BEGIN
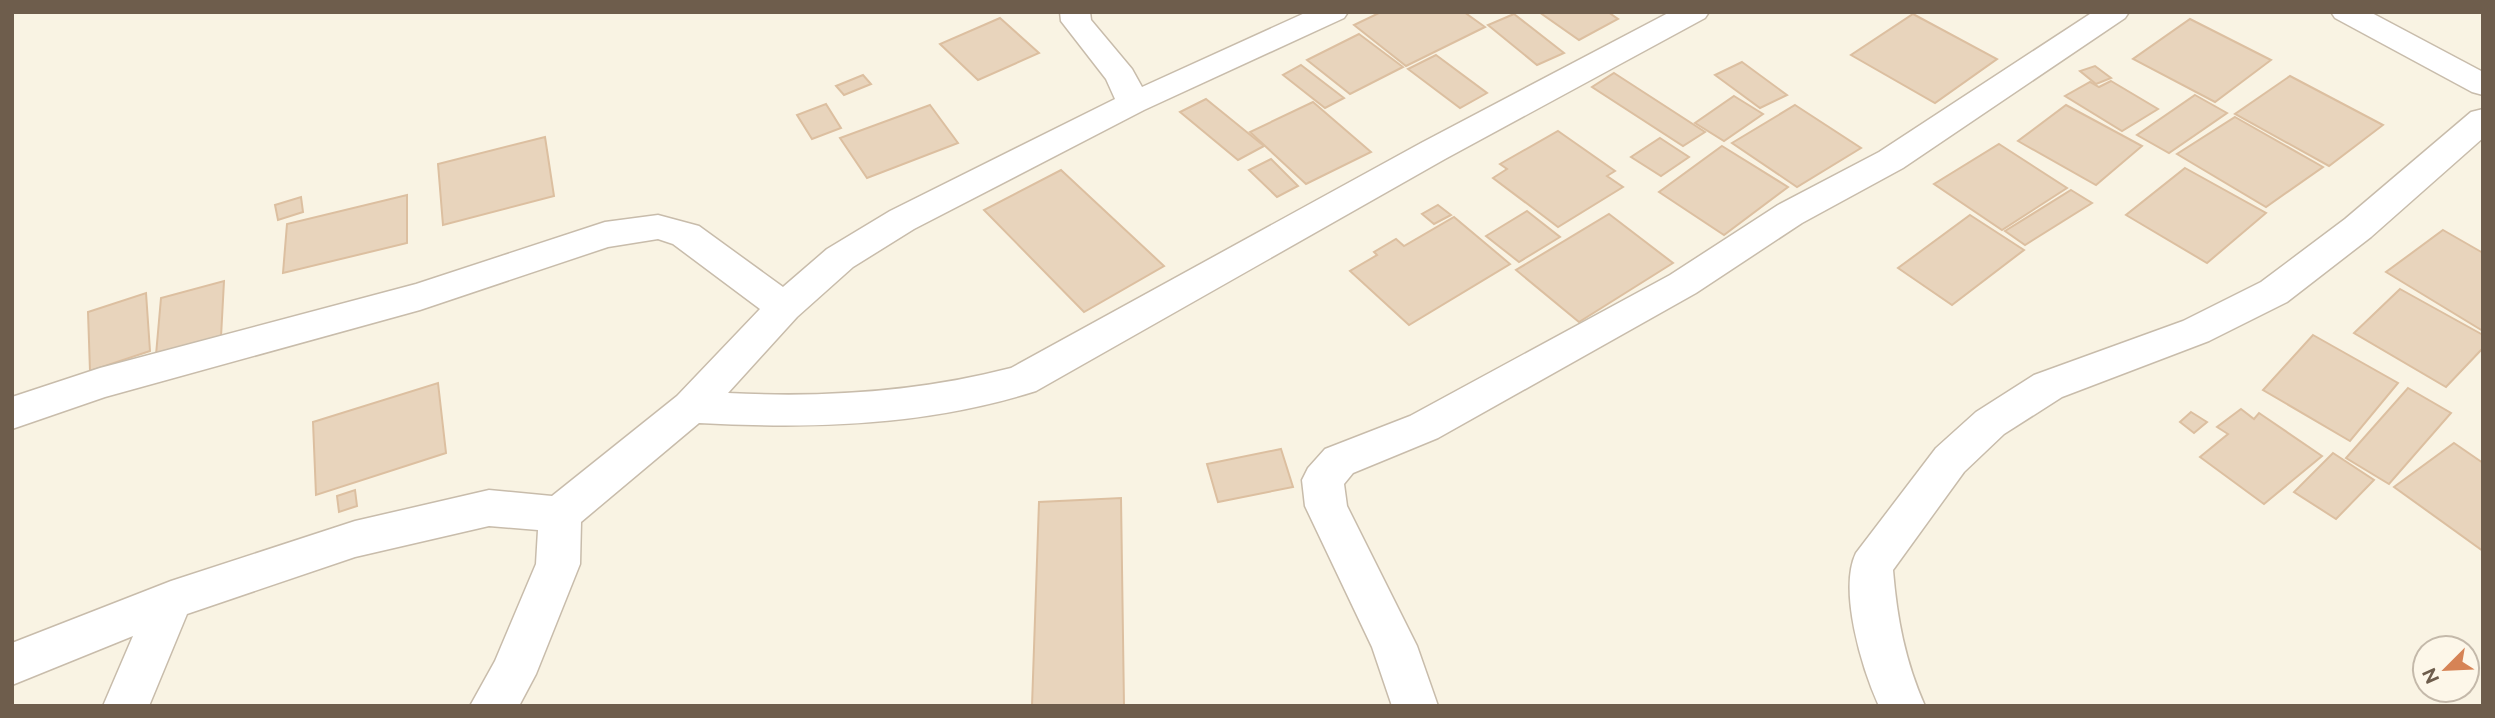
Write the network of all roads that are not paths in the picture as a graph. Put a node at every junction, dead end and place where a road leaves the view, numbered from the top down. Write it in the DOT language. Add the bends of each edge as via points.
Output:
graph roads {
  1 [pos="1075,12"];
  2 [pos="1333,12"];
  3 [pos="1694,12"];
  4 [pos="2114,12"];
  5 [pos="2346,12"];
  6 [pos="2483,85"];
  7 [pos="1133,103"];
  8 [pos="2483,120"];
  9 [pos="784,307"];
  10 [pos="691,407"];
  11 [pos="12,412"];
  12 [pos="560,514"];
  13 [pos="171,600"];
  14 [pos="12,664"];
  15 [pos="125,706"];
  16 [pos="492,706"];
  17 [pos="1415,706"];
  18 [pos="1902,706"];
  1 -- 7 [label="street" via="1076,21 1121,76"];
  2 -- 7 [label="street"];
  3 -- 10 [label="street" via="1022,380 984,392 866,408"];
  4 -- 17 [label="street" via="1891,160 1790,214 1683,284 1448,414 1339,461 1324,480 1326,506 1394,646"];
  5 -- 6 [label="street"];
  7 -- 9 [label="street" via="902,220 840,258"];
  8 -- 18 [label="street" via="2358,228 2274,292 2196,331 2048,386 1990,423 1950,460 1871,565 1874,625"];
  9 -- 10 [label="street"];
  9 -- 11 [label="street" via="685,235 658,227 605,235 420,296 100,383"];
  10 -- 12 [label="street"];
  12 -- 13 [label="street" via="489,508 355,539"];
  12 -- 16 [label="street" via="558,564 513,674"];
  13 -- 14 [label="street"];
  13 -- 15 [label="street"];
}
END
→ **EXERCISE DETAILS**
Leaving out only the pictures, reproduce the listing exactly.

→ **SOLVED PROBLEM**
Write the network of all roads that are not paths in the picture as a graph. Put a node at every junction, dead end and place where a road leaves the view, numbered from the top down. Write it in the DOT language. Add the bends of each edge as via points.
Output:
graph roads {
  1 [pos="1075,12"];
  2 [pos="1333,12"];
  3 [pos="1694,12"];
  4 [pos="2114,12"];
  5 [pos="2346,12"];
  6 [pos="2483,85"];
  7 [pos="1133,103"];
  8 [pos="2483,120"];
  9 [pos="784,307"];
  10 [pos="691,407"];
  11 [pos="12,412"];
  12 [pos="560,514"];
  13 [pos="171,600"];
  14 [pos="12,664"];
  15 [pos="125,706"];
  16 [pos="492,706"];
  17 [pos="1415,706"];
  18 [pos="1902,706"];
  1 -- 7 [label="street" via="1076,21 1121,76"];
  2 -- 7 [label="street"];
  3 -- 10 [label="street" via="1022,380 984,392 866,408"];
  4 -- 17 [label="street" via="1891,160 1790,214 1683,284 1448,414 1339,461 1324,480 1326,506 1394,646"];
  5 -- 6 [label="street"];
  7 -- 9 [label="street" via="902,220 840,258"];
  8 -- 18 [label="street" via="2358,228 2274,292 2196,331 2048,386 1990,423 1950,460 1871,565 1874,625"];
  9 -- 10 [label="street"];
  9 -- 11 [label="street" via="685,235 658,227 605,235 420,296 100,383"];
  10 -- 12 [label="street"];
  12 -- 13 [label="street" via="489,508 355,539"];
  12 -- 16 [label="street" via="558,564 513,674"];
  13 -- 14 [label="street"];
  13 -- 15 [label="street"];
}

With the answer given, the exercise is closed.